免疫系统由免疫器官、免疫细胞和免疫分子组成。本研究首先在体外研究HSP对免疫细胞的调节功能。免疫细胞包括淋巴细胞、树突状细胞、单核/巨噬细胞、粒细胞、肥大细胞等。其中巨噬细胞是研究细胞吞噬、细胞免疫和分子免疫学的重要对象,也在机体免疫应答和防御中发挥着至关重要的作用[15]。因此,本研究选择医学研究中常用的小鼠单核巨噬细胞白血病细胞作为细胞模型,评价HSP对Raw264.7细胞增殖、吞噬活性以及形态的影响。结果显示,低浓度的HSP促增殖作用不显著,当浓度高于200 μg·mL-1时,HSP表现出显著的促增殖作用,且随着浓度的增加,促增殖作用增强,表明HSP的促增殖作用具有浓度依赖性。同样,随着HSP浓度的增加,巨噬细胞吞噬活性增强,且细胞形态发生显著变化,出现伪足和胞内空泡,呈现出激活状态。体外细胞实验证实HSP能够剂量依赖性的活化Raw264.7细胞。
为了进一步评价HSP在体内的免疫调节活性,本研究采用CY诱导建立免疫抑制小鼠模型,并选择体质量增长值、胸腺指数、脾脏指数、肠道派氏结数量作为评价指标。胸腺和脾脏是机体重要的免疫器官,其发育状态直接影响机体免疫能力,因此胸腺和脾脏指数可以作为反映机体免疫状态的初步指标[16]。派氏结是存在于哺乳动物小肠段的集合淋巴小结,其中富含胸腺源性T细胞和B细胞,是肠道黏膜免疫系统的免疫诱导部位[17]。派氏结的大小、数量及其中淋巴细胞的数量和活性状态等可以反映肠道黏膜局部的免疫状态[18]。本研究中,通过隔日腹腔注射50 mg·kg-1CY的方法,注射4次后,小鼠的脾脏指数和胸腺指数均显著降低,提示小鼠免疫力被抑制,造模成功。而HSP能够显著提高免疫抑制小鼠的胸腺脾脏指数,表明HSP在体内仍然具有一定的免疫调节作用。此外,与空白对照组比较,模型对照组中免疫抑制小鼠肠道派氏结数量减少,HSP能够一定程度上恢复免疫抑制小鼠肠道派氏结水平,但由于组内差异较大,三者之间差异均无统计学意义,有待扩大样本量进一步研究。

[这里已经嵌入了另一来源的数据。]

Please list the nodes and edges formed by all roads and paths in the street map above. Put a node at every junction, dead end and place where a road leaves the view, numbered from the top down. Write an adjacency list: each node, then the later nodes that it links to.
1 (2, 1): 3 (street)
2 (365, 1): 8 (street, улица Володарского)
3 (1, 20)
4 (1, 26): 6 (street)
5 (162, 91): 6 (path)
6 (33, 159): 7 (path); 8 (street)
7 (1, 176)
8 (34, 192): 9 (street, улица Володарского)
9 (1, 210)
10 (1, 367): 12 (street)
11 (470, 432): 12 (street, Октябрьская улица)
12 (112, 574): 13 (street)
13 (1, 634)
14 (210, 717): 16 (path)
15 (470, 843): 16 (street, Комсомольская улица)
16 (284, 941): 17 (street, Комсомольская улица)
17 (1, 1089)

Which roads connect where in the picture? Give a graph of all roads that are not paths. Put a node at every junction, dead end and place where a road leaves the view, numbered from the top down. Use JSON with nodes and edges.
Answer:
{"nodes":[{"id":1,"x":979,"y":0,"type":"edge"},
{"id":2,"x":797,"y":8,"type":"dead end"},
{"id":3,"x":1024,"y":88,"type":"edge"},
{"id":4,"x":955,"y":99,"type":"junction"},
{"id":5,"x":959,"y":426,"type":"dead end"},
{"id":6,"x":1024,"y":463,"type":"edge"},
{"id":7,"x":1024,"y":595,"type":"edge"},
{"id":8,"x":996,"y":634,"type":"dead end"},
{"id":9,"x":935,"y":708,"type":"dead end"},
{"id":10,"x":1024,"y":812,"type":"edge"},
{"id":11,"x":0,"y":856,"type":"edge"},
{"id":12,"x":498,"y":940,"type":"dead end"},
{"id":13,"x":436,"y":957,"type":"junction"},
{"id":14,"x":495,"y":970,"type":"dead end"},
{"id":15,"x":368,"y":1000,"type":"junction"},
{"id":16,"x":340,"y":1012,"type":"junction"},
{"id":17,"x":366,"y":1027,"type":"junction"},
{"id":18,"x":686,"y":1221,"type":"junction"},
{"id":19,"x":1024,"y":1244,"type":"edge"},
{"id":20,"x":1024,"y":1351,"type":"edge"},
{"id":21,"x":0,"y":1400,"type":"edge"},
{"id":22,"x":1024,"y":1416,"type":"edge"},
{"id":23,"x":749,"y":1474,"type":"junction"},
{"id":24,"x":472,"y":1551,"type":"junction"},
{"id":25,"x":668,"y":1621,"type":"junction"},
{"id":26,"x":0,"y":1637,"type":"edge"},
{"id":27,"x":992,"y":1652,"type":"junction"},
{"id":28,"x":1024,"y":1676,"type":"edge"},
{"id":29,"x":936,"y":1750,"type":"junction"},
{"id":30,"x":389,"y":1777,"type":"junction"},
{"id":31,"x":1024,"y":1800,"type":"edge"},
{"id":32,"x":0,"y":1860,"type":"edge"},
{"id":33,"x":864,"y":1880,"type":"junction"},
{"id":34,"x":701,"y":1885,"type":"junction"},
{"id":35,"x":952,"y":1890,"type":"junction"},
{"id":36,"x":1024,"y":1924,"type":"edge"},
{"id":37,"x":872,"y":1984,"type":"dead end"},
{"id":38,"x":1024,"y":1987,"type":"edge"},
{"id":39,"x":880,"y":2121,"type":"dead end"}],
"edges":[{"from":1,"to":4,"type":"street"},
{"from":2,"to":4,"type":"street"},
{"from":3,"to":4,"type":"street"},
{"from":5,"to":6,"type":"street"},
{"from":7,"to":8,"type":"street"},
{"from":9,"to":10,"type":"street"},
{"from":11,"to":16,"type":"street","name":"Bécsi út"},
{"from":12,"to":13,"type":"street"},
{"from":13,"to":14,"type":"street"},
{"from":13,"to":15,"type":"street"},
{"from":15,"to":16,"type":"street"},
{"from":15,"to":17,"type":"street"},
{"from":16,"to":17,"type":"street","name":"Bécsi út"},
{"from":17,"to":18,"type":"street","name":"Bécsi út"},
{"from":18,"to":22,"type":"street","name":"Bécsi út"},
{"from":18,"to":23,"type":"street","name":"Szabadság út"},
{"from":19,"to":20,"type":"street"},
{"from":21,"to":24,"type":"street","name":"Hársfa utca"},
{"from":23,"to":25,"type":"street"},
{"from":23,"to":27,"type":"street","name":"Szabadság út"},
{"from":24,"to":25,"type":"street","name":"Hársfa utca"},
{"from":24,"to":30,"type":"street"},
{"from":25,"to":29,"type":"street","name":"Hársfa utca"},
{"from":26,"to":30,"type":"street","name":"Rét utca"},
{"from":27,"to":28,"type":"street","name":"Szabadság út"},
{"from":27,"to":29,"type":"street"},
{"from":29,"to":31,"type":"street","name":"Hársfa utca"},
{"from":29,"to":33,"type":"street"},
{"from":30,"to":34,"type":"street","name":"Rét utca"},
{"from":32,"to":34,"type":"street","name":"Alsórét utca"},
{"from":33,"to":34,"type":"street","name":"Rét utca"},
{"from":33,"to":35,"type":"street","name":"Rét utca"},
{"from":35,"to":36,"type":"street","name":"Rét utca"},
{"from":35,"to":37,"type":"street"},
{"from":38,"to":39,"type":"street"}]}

综上所述,本研究从荆芥穗中分离得到的酸性杂化多糖,分别从体内外实验证实了其在适当剂量下能够活化巨噬细胞,增强免疫抑制小鼠免疫功能。本研究为荆芥穗多糖在免疫调节中的应用提供一定的理论依据,但该多糖的结构及具体免疫调节机制仍不清楚,有待深入研究。